┌─ DATA TO PROCESS

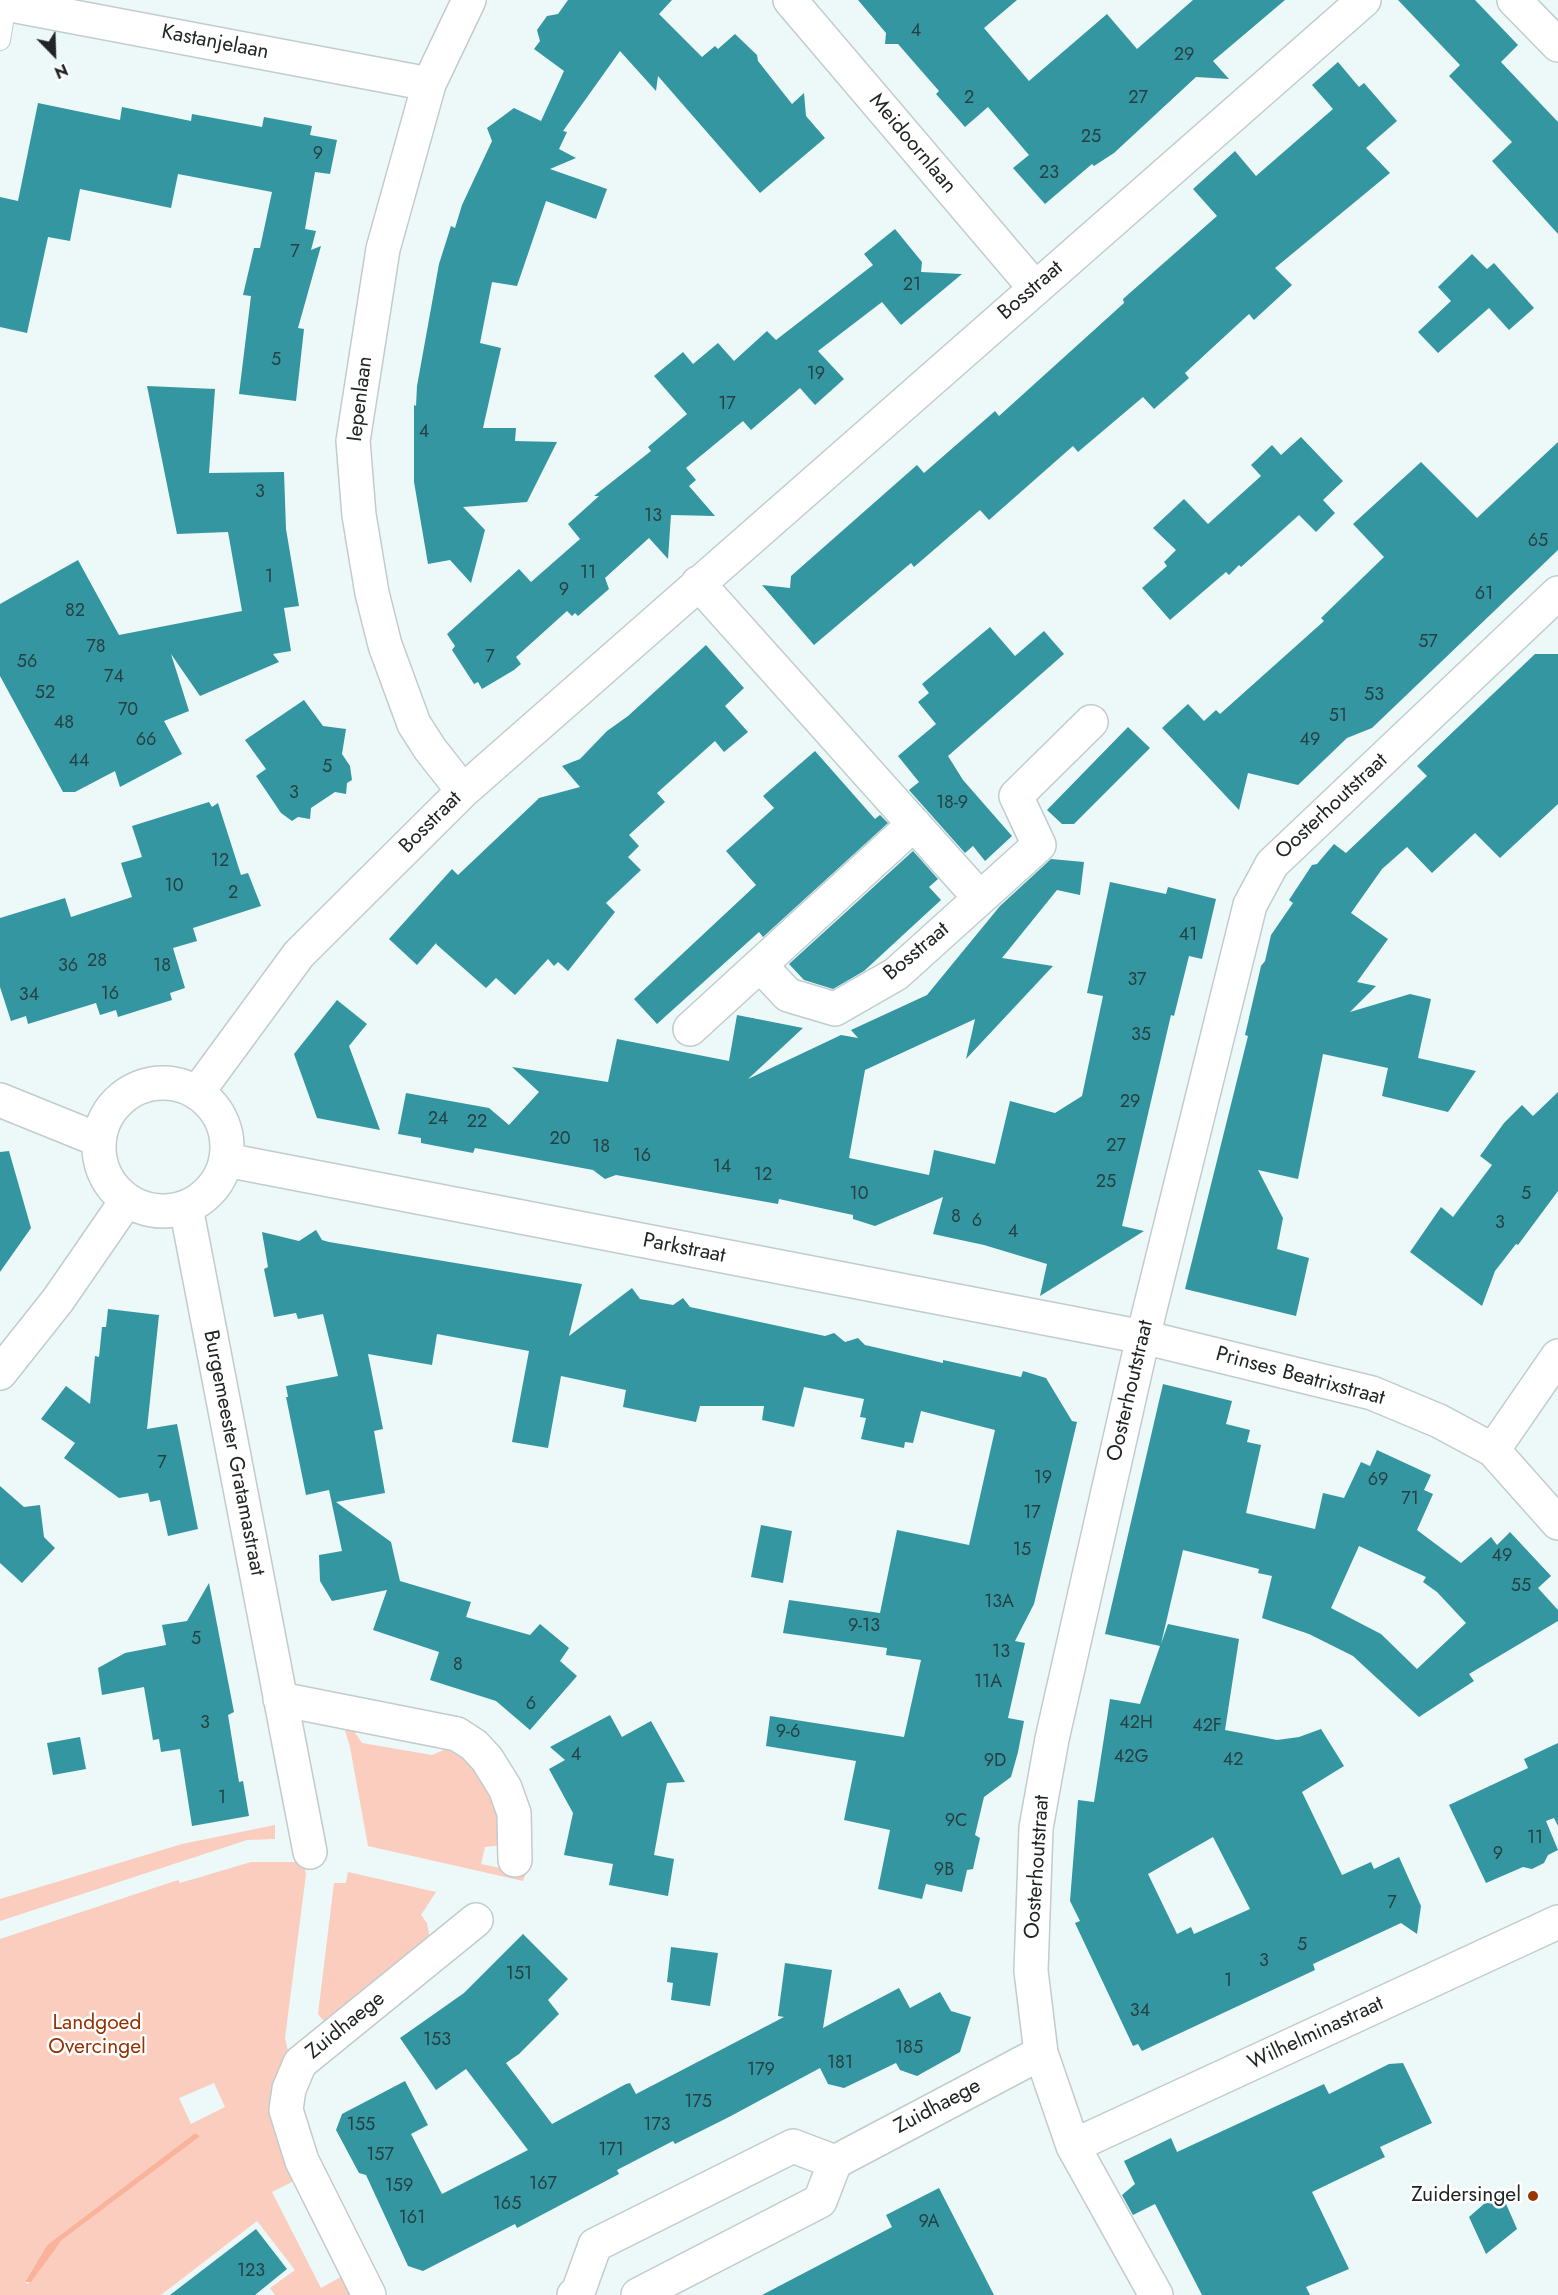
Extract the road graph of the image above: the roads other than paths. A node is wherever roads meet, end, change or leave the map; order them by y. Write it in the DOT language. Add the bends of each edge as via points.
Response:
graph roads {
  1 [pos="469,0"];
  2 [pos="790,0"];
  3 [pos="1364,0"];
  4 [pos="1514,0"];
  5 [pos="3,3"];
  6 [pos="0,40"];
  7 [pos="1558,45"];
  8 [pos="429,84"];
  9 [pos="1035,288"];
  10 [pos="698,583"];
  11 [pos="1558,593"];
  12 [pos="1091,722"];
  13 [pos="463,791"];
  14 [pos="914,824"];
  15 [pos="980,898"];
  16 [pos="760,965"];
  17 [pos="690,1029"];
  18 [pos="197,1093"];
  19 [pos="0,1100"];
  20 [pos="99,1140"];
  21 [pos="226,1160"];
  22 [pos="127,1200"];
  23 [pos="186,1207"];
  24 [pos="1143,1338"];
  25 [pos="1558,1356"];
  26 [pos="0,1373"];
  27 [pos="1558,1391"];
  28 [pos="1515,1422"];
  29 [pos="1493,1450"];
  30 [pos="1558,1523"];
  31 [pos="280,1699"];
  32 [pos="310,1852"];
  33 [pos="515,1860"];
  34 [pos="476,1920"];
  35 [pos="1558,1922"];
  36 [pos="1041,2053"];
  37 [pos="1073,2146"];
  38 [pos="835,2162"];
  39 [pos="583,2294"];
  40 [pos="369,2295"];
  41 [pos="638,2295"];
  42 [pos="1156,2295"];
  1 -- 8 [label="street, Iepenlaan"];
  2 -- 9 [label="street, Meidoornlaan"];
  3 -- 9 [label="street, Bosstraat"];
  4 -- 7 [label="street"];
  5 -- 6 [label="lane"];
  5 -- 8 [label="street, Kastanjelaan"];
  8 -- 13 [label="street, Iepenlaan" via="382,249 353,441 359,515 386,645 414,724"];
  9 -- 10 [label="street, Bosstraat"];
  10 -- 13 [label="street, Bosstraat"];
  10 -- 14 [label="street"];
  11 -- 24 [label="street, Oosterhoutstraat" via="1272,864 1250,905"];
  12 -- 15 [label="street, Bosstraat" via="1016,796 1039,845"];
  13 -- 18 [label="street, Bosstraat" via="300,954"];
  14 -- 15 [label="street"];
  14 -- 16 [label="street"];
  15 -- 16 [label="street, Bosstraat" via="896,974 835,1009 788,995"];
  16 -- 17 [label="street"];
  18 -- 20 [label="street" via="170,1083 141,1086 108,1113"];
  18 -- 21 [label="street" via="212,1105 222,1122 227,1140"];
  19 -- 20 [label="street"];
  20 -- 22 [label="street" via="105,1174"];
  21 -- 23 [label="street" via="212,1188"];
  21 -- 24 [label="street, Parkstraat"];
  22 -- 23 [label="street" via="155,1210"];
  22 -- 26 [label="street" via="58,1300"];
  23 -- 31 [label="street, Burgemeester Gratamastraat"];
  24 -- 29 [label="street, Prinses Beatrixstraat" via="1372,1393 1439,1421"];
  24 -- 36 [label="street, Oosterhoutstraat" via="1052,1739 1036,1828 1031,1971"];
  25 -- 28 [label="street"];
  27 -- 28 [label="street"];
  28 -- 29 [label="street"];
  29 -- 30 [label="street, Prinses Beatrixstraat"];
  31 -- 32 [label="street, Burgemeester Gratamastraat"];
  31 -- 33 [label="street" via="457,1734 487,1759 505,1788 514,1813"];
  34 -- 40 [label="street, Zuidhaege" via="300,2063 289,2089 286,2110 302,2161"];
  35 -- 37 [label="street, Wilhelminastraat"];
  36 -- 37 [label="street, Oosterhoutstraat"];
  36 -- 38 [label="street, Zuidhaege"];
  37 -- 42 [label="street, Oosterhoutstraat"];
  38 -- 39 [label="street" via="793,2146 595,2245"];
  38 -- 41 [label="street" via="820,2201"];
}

└─
┌─ DATA TO PROCESS

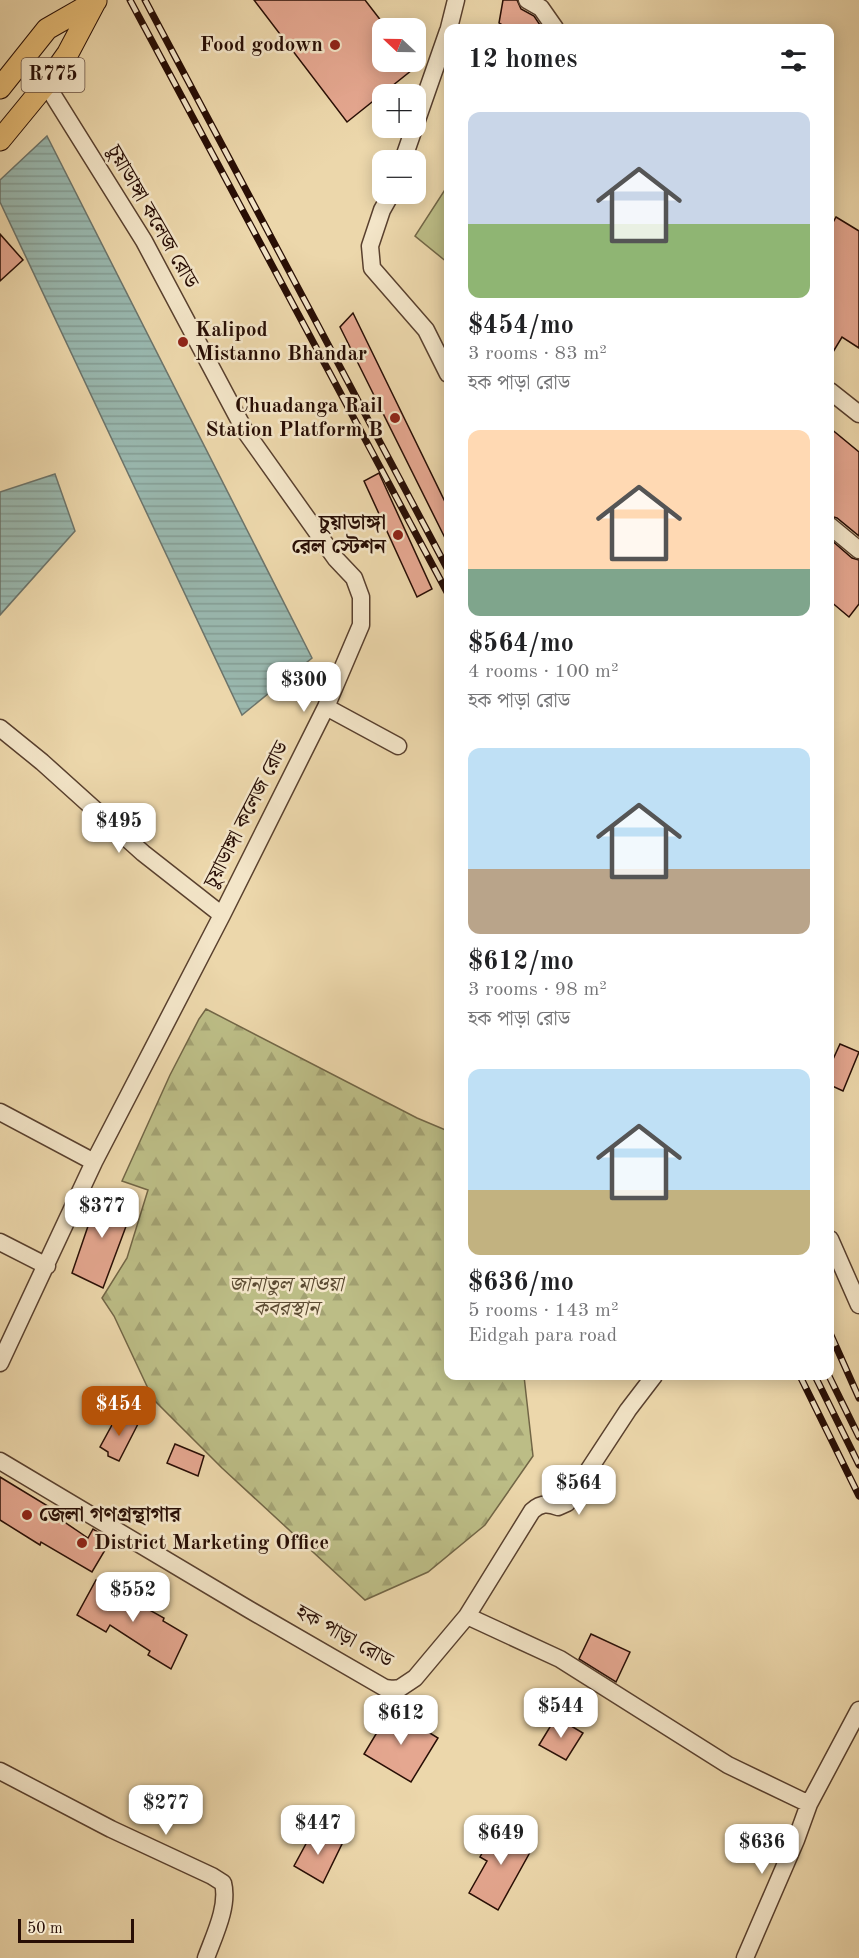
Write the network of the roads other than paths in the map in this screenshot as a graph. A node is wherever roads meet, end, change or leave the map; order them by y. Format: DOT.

└─

WORK REQUIRED
This task calls for each line of the material that contains "leave".

WRITTEN RESPONSE
Extract the road graph of the image above: the roads other than paths. A node is wherever roads meet, end, change or leave the map; order them by y. Write it in the DOT language. Add the bends of each edge as via points.
Write the network of the roads other than paths in the map in this screenshot as a graph. A node is wherever roads meet, end, change or leave the map; order them by y. Format: DOT.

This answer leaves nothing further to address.